-- DATA IN THIS EXERCISE --
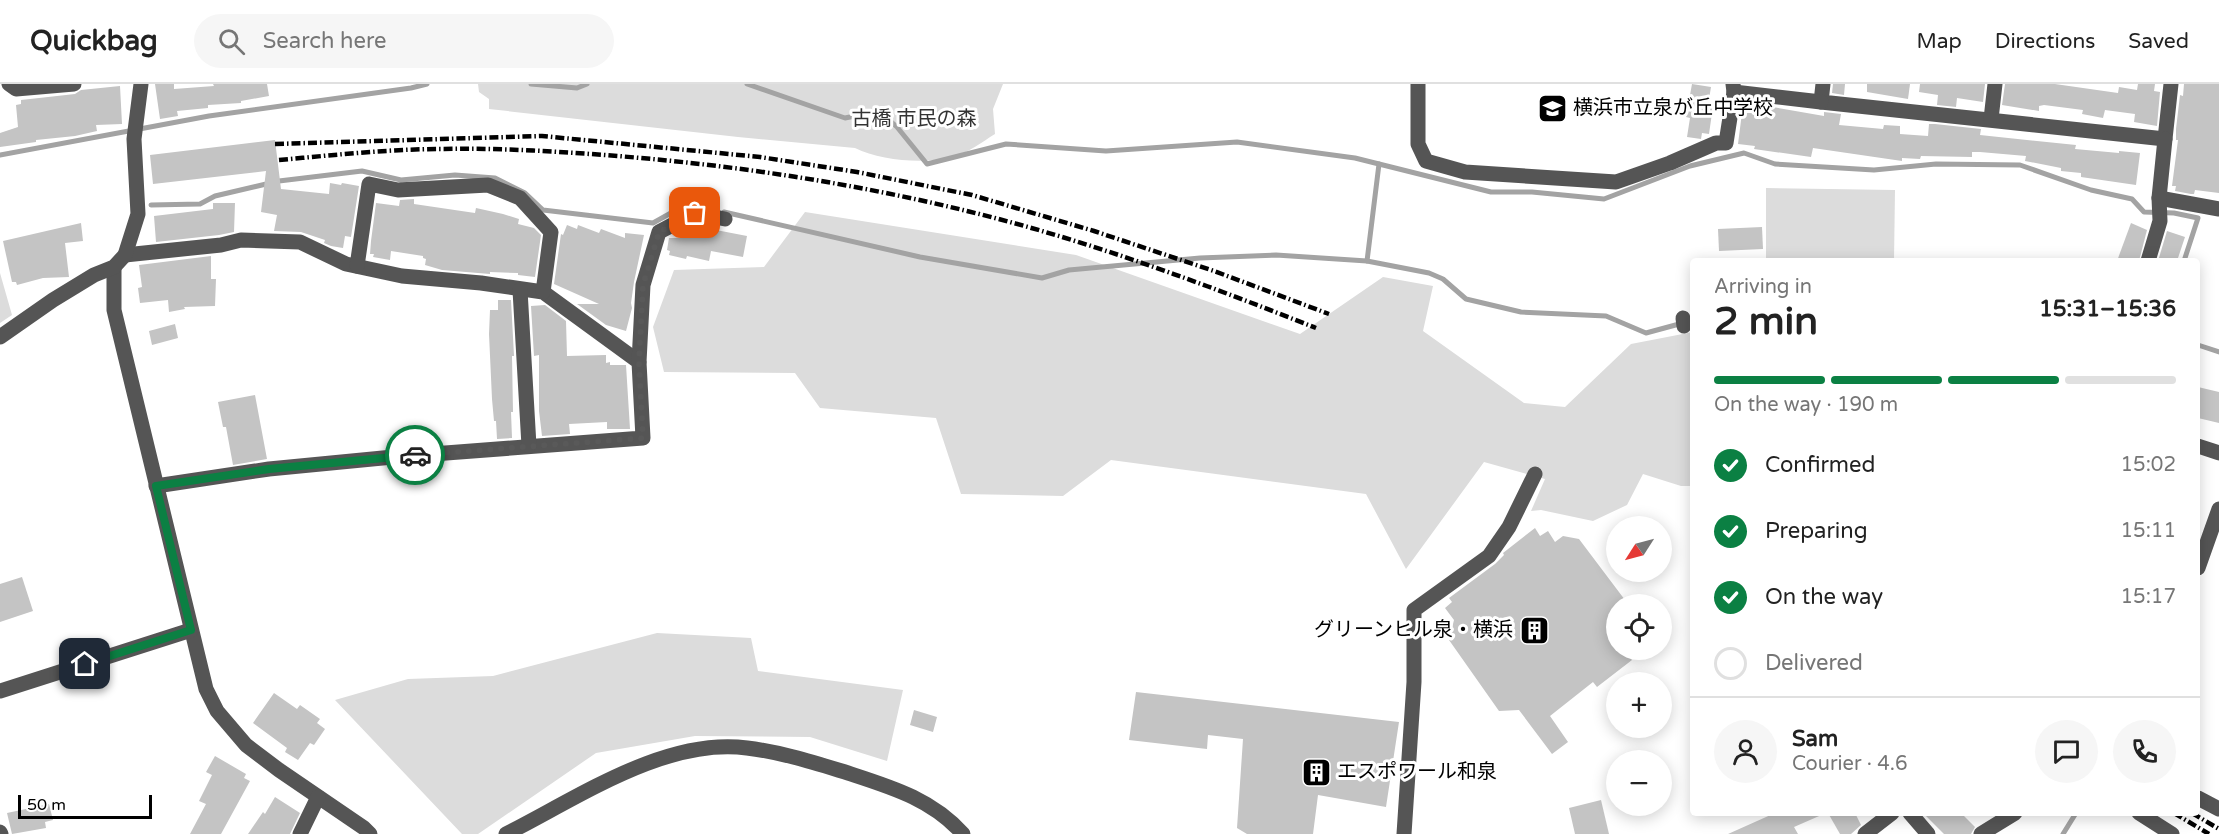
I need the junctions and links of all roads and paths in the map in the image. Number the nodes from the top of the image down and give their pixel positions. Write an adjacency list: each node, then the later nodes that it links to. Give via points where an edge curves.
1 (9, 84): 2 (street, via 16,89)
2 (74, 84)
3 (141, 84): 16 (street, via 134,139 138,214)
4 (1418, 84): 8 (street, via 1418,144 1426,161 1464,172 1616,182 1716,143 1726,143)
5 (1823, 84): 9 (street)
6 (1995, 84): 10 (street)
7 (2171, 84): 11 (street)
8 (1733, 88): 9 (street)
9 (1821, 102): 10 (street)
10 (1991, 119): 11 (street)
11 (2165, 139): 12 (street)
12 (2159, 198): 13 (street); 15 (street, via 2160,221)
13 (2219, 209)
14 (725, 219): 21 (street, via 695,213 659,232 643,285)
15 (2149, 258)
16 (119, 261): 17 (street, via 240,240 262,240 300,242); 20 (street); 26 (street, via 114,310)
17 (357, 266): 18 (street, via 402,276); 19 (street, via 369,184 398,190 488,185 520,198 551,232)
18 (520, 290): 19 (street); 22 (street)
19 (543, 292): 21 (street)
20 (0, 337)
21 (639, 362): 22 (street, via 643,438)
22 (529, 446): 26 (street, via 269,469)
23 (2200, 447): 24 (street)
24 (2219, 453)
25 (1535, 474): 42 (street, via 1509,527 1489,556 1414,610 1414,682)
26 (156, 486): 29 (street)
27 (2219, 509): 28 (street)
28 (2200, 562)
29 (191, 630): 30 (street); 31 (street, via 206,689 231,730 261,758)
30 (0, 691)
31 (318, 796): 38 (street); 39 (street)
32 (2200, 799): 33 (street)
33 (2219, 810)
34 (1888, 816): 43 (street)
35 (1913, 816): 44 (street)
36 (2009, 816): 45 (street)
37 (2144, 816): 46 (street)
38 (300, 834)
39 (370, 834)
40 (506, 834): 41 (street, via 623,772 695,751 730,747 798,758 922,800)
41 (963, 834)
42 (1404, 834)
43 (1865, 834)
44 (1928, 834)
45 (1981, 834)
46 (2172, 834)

-- PROBLEM TO WORK ON --
Instructions for the listing above: set down every entry exactly and drop any image.

-- ANSWER SECTION --
I need the junctions and links of all roads and paths in the map in the image. Number the nodes from the top of the image down and give their pixel positions. Write an adjacency list: each node, then the later nodes that it links to. Give via points where an edge curves.
1 (9, 84): 2 (street, via 16,89)
2 (74, 84)
3 (141, 84): 16 (street, via 134,139 138,214)
4 (1418, 84): 8 (street, via 1418,144 1426,161 1464,172 1616,182 1716,143 1726,143)
5 (1823, 84): 9 (street)
6 (1995, 84): 10 (street)
7 (2171, 84): 11 (street)
8 (1733, 88): 9 (street)
9 (1821, 102): 10 (street)
10 (1991, 119): 11 (street)
11 (2165, 139): 12 (street)
12 (2159, 198): 13 (street); 15 (street, via 2160,221)
13 (2219, 209)
14 (725, 219): 21 (street, via 695,213 659,232 643,285)
15 (2149, 258)
16 (119, 261): 17 (street, via 240,240 262,240 300,242); 20 (street); 26 (street, via 114,310)
17 (357, 266): 18 (street, via 402,276); 19 (street, via 369,184 398,190 488,185 520,198 551,232)
18 (520, 290): 19 (street); 22 (street)
19 (543, 292): 21 (street)
20 (0, 337)
21 (639, 362): 22 (street, via 643,438)
22 (529, 446): 26 (street, via 269,469)
23 (2200, 447): 24 (street)
24 (2219, 453)
25 (1535, 474): 42 (street, via 1509,527 1489,556 1414,610 1414,682)
26 (156, 486): 29 (street)
27 (2219, 509): 28 (street)
28 (2200, 562)
29 (191, 630): 30 (street); 31 (street, via 206,689 231,730 261,758)
30 (0, 691)
31 (318, 796): 38 (street); 39 (street)
32 (2200, 799): 33 (street)
33 (2219, 810)
34 (1888, 816): 43 (street)
35 (1913, 816): 44 (street)
36 (2009, 816): 45 (street)
37 (2144, 816): 46 (street)
38 (300, 834)
39 (370, 834)
40 (506, 834): 41 (street, via 623,772 695,751 730,747 798,758 922,800)
41 (963, 834)
42 (1404, 834)
43 (1865, 834)
44 (1928, 834)
45 (1981, 834)
46 (2172, 834)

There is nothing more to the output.